The lines to reproduce run from the first one below to the line containing "Quick job: Dump", both included. Reproduce them exactly and nothing else.

*** Opening Input material ***

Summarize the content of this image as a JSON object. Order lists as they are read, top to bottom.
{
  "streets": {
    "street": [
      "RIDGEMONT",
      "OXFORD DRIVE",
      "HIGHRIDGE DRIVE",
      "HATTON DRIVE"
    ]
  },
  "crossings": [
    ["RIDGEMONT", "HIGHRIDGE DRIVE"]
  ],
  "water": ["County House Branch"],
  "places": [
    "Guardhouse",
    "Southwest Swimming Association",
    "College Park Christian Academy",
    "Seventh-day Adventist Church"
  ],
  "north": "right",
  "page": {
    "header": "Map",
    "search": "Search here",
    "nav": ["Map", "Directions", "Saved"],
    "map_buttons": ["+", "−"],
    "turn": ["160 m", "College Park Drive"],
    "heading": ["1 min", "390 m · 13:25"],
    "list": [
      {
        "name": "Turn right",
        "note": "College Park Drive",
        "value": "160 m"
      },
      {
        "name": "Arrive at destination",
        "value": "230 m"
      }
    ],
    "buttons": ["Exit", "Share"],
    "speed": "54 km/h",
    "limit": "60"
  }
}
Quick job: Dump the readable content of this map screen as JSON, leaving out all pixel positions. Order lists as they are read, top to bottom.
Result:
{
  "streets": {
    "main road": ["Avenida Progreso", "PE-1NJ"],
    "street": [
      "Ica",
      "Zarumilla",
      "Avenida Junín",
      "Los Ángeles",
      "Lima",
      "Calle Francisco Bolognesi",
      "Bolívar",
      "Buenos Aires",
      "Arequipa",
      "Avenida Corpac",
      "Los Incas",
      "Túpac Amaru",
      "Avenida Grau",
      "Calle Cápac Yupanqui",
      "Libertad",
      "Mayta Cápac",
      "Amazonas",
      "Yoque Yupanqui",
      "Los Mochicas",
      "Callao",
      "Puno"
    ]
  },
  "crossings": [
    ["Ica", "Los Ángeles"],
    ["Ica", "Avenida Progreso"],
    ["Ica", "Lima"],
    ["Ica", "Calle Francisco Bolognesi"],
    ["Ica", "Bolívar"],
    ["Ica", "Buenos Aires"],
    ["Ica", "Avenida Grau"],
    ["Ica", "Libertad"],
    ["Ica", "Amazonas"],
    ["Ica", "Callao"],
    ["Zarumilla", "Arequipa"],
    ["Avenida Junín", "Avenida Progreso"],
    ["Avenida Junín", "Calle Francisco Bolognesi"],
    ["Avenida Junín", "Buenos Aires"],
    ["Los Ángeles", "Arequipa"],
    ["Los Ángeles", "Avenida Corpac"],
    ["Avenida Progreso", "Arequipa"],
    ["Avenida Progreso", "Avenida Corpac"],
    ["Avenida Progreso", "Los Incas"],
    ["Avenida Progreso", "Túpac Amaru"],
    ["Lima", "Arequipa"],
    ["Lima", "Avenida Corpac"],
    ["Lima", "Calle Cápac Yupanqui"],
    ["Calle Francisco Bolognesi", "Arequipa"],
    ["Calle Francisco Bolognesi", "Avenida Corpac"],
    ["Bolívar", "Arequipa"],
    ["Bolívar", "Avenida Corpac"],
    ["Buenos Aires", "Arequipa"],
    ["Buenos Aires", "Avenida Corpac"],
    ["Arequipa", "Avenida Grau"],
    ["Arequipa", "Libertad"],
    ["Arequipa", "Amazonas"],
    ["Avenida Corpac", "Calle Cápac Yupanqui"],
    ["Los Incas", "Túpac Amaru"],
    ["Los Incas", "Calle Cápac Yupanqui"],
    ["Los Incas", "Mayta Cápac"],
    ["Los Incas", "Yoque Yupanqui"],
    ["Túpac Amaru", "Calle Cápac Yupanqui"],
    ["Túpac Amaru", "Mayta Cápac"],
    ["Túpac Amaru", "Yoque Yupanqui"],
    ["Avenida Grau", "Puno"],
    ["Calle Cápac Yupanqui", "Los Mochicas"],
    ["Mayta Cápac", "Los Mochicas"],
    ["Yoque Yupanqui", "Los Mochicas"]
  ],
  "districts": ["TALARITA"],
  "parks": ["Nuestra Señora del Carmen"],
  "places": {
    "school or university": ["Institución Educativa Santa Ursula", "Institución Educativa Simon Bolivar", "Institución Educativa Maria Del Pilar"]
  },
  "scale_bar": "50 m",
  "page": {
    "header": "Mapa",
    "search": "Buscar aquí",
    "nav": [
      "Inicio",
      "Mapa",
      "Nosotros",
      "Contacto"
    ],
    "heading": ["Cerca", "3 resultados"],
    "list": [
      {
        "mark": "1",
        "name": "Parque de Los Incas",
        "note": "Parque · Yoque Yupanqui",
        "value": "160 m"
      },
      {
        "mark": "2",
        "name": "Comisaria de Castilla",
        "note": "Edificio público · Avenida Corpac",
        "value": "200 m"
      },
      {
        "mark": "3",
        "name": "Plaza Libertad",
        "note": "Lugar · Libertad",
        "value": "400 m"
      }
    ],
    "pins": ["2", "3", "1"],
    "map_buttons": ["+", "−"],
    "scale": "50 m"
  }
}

*** Closing Input material ***

Answer space:
Summarize the content of this image as a JSON object. Order lists as they are read, top to bottom.
{
  "streets": {
    "street": [
      "RIDGEMONT",
      "OXFORD DRIVE",
      "HIGHRIDGE DRIVE",
      "HATTON DRIVE"
    ]
  },
  "crossings": [
    ["RIDGEMONT", "HIGHRIDGE DRIVE"]
  ],
  "water": ["County House Branch"],
  "places": [
    "Guardhouse",
    "Southwest Swimming Association",
    "College Park Christian Academy",
    "Seventh-day Adventist Church"
  ],
  "north": "right",
  "page": {
    "header": "Map",
    "search": "Search here",
    "nav": ["Map", "Directions", "Saved"],
    "map_buttons": ["+", "−"],
    "turn": ["160 m", "College Park Drive"],
    "heading": ["1 min", "390 m · 13:25"],
    "list": [
      {
        "name": "Turn right",
        "note": "College Park Drive",
        "value": "160 m"
      },
      {
        "name": "Arrive at destination",
        "value": "230 m"
      }
    ],
    "buttons": ["Exit", "Share"],
    "speed": "54 km/h",
    "limit": "60"
  }
}
Quick job: Dump the readable content of this map screen as JSON, leaving out all pixel positions. Order lists as they are read, top to bottom.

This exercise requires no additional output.